题目:
Given a sorted array, remove the duplicates in place such that each element appear only once and return the new length.
Do not allocate extra space for another array, you must do this in place with constant memory.
For example,
Given input array A = [1,1,2],
Your function should return length = 2, and A is now [1,2].
思路:
方法1:利用一个Hash表或者BitMap记录重复的数值,遍历数组时遇到重复时跳过。 方法2:题目中提到了in place,所以最好不需要利用额外的空间。

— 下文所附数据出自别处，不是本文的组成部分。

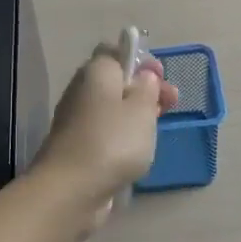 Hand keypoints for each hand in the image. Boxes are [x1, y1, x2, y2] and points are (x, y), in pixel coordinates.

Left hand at [34, 46, 179, 231]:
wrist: (70, 190)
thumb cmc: (112, 141)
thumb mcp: (142, 109)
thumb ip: (148, 87)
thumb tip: (144, 76)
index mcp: (96, 72)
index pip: (115, 51)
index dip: (141, 60)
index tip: (161, 78)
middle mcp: (81, 91)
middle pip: (116, 82)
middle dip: (144, 91)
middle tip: (170, 106)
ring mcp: (76, 121)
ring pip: (111, 110)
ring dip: (135, 117)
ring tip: (156, 132)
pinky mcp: (76, 148)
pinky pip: (104, 134)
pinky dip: (121, 139)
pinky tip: (136, 153) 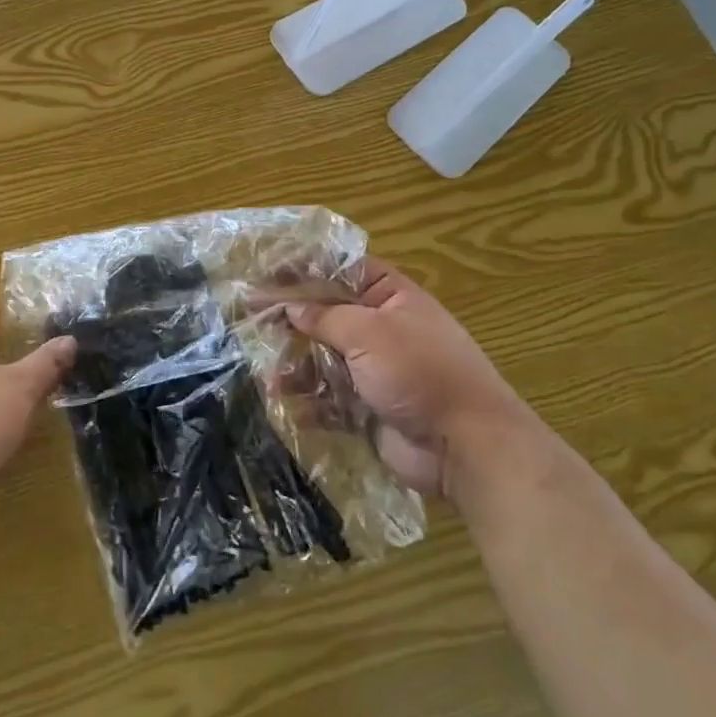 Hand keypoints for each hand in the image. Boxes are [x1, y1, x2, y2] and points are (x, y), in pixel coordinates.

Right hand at [283, 257, 532, 500]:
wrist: (465, 447)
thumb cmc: (419, 371)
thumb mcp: (368, 332)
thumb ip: (324, 315)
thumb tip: (290, 307)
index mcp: (390, 297)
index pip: (341, 270)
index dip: (305, 268)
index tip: (266, 271)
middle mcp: (380, 328)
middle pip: (327, 314)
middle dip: (291, 318)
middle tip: (250, 317)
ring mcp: (374, 370)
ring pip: (323, 357)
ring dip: (295, 363)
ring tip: (267, 371)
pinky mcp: (367, 407)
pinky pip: (328, 397)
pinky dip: (307, 399)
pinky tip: (283, 400)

利用快慢索引可以完成比较与位置置换。
代码:
方法1:
class bitmap {
public: bitmap(int n);~bitmap();
void set(int k);
bool val(int k);
private: int len;
unsigned int * map;
unsigned int * reversemap;
bool zero;
};
bitmap::bitmap(int n) {
len = n / 32 + 1;
map = new unsigned int[len];
reversemap = new unsigned int[len];
for (int i = 0; i < len; i++) {
map[i] = 0;
reversemap[i] = 0;
zero = false;
}
}
void bitmap::set(int k) {
bool reverse = true;
if (k == 0) {
zero = true;
} else if (k < 0) {
reverse = false;
k = -k;
}
int a = k / 32;
int b = k % 32;
if (a >= len) {
return;
} else {
if (reverse) {
int tmp = reversemap[a] / pow(2, b);
if (tmp % 2 == 0) {
reversemap[a] += pow(2, b);
}
} else {
int tmp = map[a] / pow(2, b);
if (tmp % 2 == 0) {
map[a] += pow(2, b);
}
}
}
}
bool bitmap::val(int k) {
bool reverse = true;
if (k == 0) {
return zero;
} else if (k < 0) {
reverse = false;
k = -k;
}
int a = k / 32;
int b = k % 32;
if (a >= len) {
return false;
} else {
if (reverse) {
int tmp = reversemap[a] / pow(2, b);
if (tmp % 2 == 1) {
return true;
} else {
return false;
}
} else {
int tmp = map[a] / pow(2, b);
if (tmp % 2 == 1) {
return true;
} else {
return false;
}
}
}
}
class Solution {
public:
int removeDuplicates(int A[], int n) {
// Start typing your C/C++ solution below
// DO NOT write int main() function
bitmap* bm = new bitmap(32767);
int count = 0;
int skip = 0;
for(int i = 0; i< n; i++)
{
if(bm->val(A[i]))
{
skip++;
count++;
}
else
{
bm->set(A[i]);
A[i-skip] = A[i];
}
}
return n-count;
}
};方法2:
class Solution {
public:
int removeDuplicates(int A[], int n) {
if(n == 0){
return 0;
}
int slow = 0;
int fast = 1;
while(fast < n){
if(A[slow] != A[fast]){
A[++slow] = A[fast];
}
fast++;
}
return slow + 1;
}
};